:: About this task ::
Copy all lines holding the word "Drive" from the entries.

:: Extracted records ::
= = = = =

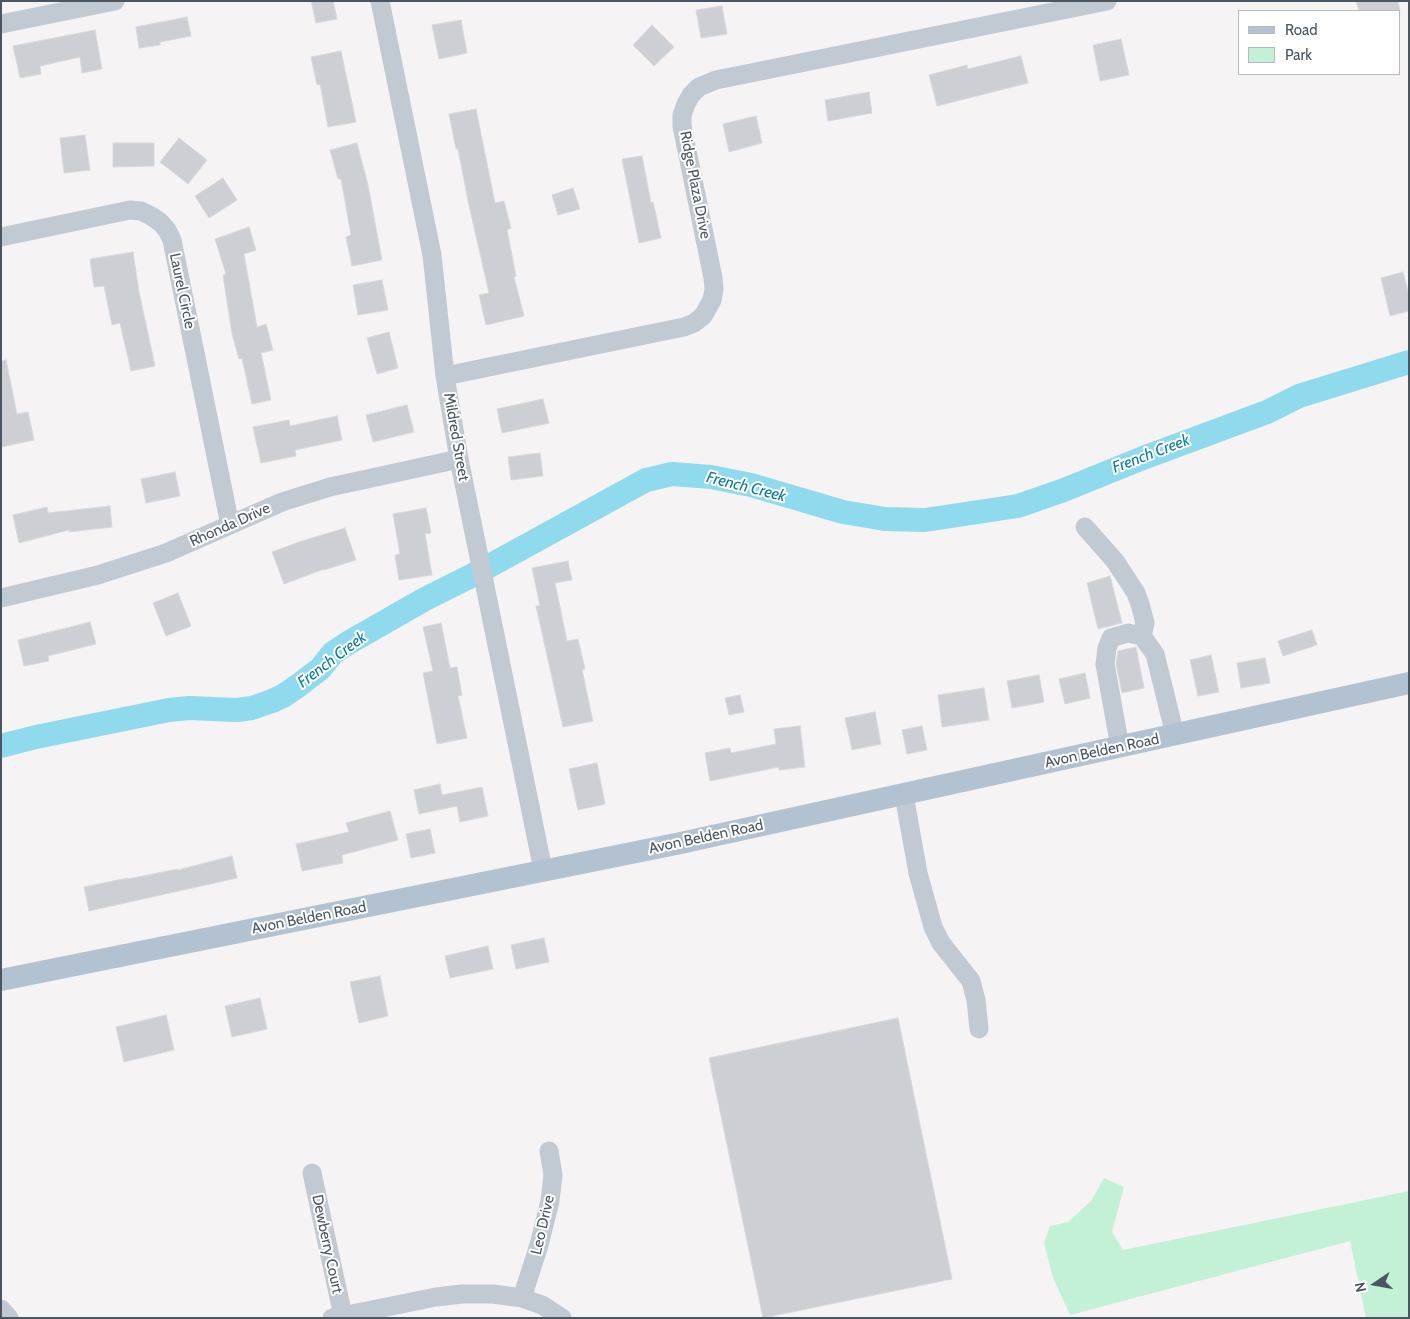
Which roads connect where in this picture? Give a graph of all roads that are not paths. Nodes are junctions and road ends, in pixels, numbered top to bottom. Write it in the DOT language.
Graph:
graph roads {
  1 [pos="114,1"];
  2 [pos="380,1"];
  3 [pos="1107,1"];
  4 [pos="1,24"];
  5 [pos="1,237"];
  6 [pos="445,376"];
  7 [pos="460,459"];
  8 [pos="230,525"];
  9 [pos="1085,527"];
  10 [pos="1,598"];
  11 [pos="1142,636"];
  12 [pos="1409,684"];
  13 [pos="1175,735"];
  14 [pos="1120,747"];
  15 [pos="904,795"];
  16 [pos="544,870"];
  17 [pos="1,980"];
  18 [pos="979,1029"];
  19 [pos="549,1150"];
  20 [pos="312,1173"];
  21 [pos="522,1298"];
  22 [pos="1,1309"];
  23 [pos="337,1317"];
  24 [pos="9,1318"];
  25 [pos="562,1318"];
  1 -- 4 [label="street"];
  2 -- 6 [label="street, Mildred Street"];
  3 -- 6 [label="street, Ridge Plaza Drive"];
  5 -- 8 [label="street, Laurel Circle"];
  6 -- 7 [label="street, Mildred Street"];
  7 -- 8 [label="street, Rhonda Drive"];
  7 -- 16 [label="street, Mildred Street"];
  8 -- 10 [label="street, Rhonda Drive"];
  9 -- 11 [label="street"];
  11 -- 13 [label="street"];
  11 -- 14 [label="street"];
  12 -- 13 [label="main road, Avon Belden Road"];
  13 -- 14 [label="main road, Avon Belden Road"];
  14 -- 15 [label="main road, Avon Belden Road"];
  15 -- 16 [label="main road, Avon Belden Road"];
  15 -- 18 [label="street"];
  16 -- 17 [label="main road, Avon Belden Road"];
  19 -- 21 [label="street, Leo Drive"];
  20 -- 23 [label="street, Dewberry Court"];
  21 -- 23 [label="street"];
  21 -- 25 [label="street"];
  22 -- 24 [label="street"];
}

= = = = =

:: Exercise result ::
  3 -- 6 [label="street, Ridge Plaza Drive"];
  7 -- 8 [label="street, Rhonda Drive"];
  8 -- 10 [label="street, Rhonda Drive"];
  19 -- 21 [label="street, Leo Drive"];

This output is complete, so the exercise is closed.